# Jeremy Walker on The New Calvinism- FINAL UPDATE



## rbcbob (Dec 20, 2011)

UK pastor Jeremy Walker has posted the first installment of his evaluation of THE NEW CALVINISM on his website here The New Calvinism considered #1 Caveats and characteristics « The Wanderer

PART TWO available here: The New Calvinism considered #2 Commendations « The Wanderer

PART THREE The New Calvinism considered #3 Cautions and concerns « The Wanderer

PART FOUR The New Calvinism considered #4 Conclusions and counsels « The Wanderer


----------



## Zach (Dec 20, 2011)

Thanks for sharing an interesting read, Bob.


----------



## Rufus (Dec 20, 2011)

Thanks for sharing. I've found that the main problem with the "Young, Restless, and Reformed" crowd is that their not actually Reformed (as in they hold to "Calvinism" but don't understand/don't hold to covenant theology/a Reformed confession/a proper view of the Lords day or are fine with images of Christ). However I'm hopeful that through some means this will change and many of these "Calvinistic" baptists will become Reformed Baptists or Presbyterian/Dutch Reformed/etc.

And by the way I was in many ways a "new calvinist" when I joined the Puritanboard, without this website I may have never learned the value of the sabbath, the importance of holding a confession, the regulative principle, why images of Christ are bad, and Presbyterianism.


----------



## rbcbob (Dec 20, 2011)

Rufus said:


> And by the way I was in many ways a "new calvinist" when I joined the Puritanboard, without this website I may have never learned the value of the sabbath, the importance of holding a confession, the regulative principle, why images of Christ are bad, and Presbyterianism.
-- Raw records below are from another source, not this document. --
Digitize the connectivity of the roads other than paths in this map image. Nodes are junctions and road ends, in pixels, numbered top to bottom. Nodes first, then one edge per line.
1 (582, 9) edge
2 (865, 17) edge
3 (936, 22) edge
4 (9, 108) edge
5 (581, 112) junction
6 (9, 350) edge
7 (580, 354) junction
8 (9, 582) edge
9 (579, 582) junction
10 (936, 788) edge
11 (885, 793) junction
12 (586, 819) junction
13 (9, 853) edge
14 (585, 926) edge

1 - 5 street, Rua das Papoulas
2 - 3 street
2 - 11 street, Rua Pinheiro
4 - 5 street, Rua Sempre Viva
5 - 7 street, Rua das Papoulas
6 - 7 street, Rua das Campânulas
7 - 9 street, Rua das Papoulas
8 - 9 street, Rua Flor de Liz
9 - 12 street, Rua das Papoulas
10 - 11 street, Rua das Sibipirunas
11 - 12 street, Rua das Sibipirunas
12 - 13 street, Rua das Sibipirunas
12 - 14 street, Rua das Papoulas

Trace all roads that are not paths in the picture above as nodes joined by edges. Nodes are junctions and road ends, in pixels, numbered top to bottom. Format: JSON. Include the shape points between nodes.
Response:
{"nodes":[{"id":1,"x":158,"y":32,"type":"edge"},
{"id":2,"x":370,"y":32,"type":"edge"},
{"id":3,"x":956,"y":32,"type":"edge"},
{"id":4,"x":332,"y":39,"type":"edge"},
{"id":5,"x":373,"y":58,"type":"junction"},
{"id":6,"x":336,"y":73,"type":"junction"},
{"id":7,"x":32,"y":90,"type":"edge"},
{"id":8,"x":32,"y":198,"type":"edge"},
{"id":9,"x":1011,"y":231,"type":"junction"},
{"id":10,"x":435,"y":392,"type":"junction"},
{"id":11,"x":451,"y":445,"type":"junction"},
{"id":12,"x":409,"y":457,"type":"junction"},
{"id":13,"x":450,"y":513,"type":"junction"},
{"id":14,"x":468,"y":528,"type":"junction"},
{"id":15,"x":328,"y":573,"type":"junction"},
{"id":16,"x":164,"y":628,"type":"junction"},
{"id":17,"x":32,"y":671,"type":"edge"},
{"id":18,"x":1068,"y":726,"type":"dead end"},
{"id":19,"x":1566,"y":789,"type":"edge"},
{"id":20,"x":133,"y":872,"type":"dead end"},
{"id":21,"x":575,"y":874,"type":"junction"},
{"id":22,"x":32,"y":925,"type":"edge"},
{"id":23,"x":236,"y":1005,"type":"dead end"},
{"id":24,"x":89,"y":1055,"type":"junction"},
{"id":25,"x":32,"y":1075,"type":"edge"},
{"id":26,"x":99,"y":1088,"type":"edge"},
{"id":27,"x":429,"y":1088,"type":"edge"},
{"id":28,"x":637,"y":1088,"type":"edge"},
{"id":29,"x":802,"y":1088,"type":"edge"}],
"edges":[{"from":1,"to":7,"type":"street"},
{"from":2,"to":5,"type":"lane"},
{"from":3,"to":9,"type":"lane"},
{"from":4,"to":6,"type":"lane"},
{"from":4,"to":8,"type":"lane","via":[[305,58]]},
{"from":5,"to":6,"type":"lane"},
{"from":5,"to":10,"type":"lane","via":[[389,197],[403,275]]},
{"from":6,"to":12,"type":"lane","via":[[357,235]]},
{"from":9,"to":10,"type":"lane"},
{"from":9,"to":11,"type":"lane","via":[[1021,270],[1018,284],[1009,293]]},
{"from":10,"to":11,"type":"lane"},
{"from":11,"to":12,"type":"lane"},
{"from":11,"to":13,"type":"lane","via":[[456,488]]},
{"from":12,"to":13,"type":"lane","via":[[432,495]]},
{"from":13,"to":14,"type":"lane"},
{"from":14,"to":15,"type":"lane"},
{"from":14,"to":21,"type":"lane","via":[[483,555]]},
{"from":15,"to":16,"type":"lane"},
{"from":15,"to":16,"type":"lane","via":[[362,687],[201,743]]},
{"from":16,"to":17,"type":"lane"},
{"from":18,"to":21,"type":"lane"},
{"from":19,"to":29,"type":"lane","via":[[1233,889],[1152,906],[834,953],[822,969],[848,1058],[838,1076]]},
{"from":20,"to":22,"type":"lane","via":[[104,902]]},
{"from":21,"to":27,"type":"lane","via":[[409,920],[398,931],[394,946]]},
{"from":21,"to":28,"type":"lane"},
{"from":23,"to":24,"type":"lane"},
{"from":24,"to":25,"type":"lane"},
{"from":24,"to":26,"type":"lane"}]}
That is a very encouraging testimony brother!


----------



## Zach (Dec 20, 2011)

I'm with you, Sean. When I joined the Puritan Board I was very much a, "Young, Restless, Reformed" Christian who had had limited contact with the true Reformed faith. Really, my exposure was through one reading of the Westminster Confession of Faith which in hindsight I didn't understand very well. The reality, and I think it is easy for those of us consistently exposed to good teaching in faithful Reformed Denominations as well as online through sites like the Puritan Board or good blogs, is that most people who are Young, Restless, Reformed Christians have never been exposed to the good teaching that we are blessed with hearing every Lord's Day and in reading daily the posts here on the PB. My experience having been one of the Young, Restless, Reformed crowd is that prior to being YRR most came from broad evangelical backgrounds (I did) where there is a hazy perspective of the gospel at best. Thus, when the Doctrines of Grace are presented (and the Lord gives grace) it is the first time many have heard the beauty of the true gospel. I think similar things will happen when they are exposed to Covenant Theology and the framework provided in the Confessions of Faith and Catechisms because it happened to me. Sure, I don't think its realistic to assume that every YRR Christian will one day become Confessional Christian, but I think many are simply never even exposed to them. As "Old Calvinists" I think we must be gracious to the YRR crowd, be glad the gospel of sovereign grace is being shared, but also share the full extent of what it means to be Reformed.


----------



## Rufus (Dec 20, 2011)

Zach said:


> I'm with you, Sean. When I joined the Puritan Board I was very much a, "Young, Restless, Reformed" Christian who had had limited contact with the true Reformed faith. Really, my exposure was through one reading of the Westminster Confession of Faith which in hindsight I didn't understand very well. The reality, and I think it is easy for those of us consistently exposed to good teaching in faithful Reformed Denominations as well as online through sites like the Puritan Board or good blogs, is that most people who are Young, Restless, Reformed Christians have never been exposed to the good teaching that we are blessed with hearing every Lord's Day and in reading daily the posts here on the PB. My experience having been one of the Young, Restless, Reformed crowd is that prior to being YRR most came from broad evangelical backgrounds (I did) where there is a hazy perspective of the gospel at best. Thus, when the Doctrines of Grace are presented (and the Lord gives grace) it is the first time many have heard the beauty of the true gospel. I think similar things will happen when they are exposed to Covenant Theology and the framework provided in the Confessions of Faith and Catechisms because it happened to me. Sure, I don't think its realistic to assume that every YRR Christian will one day become Confessional Christian, but I think many are simply never even exposed to them. As "Old Calvinists" I think we must be gracious to the YRR crowd, be glad the gospel of sovereign grace is being shared, but also share the full extent of what it means to be Reformed.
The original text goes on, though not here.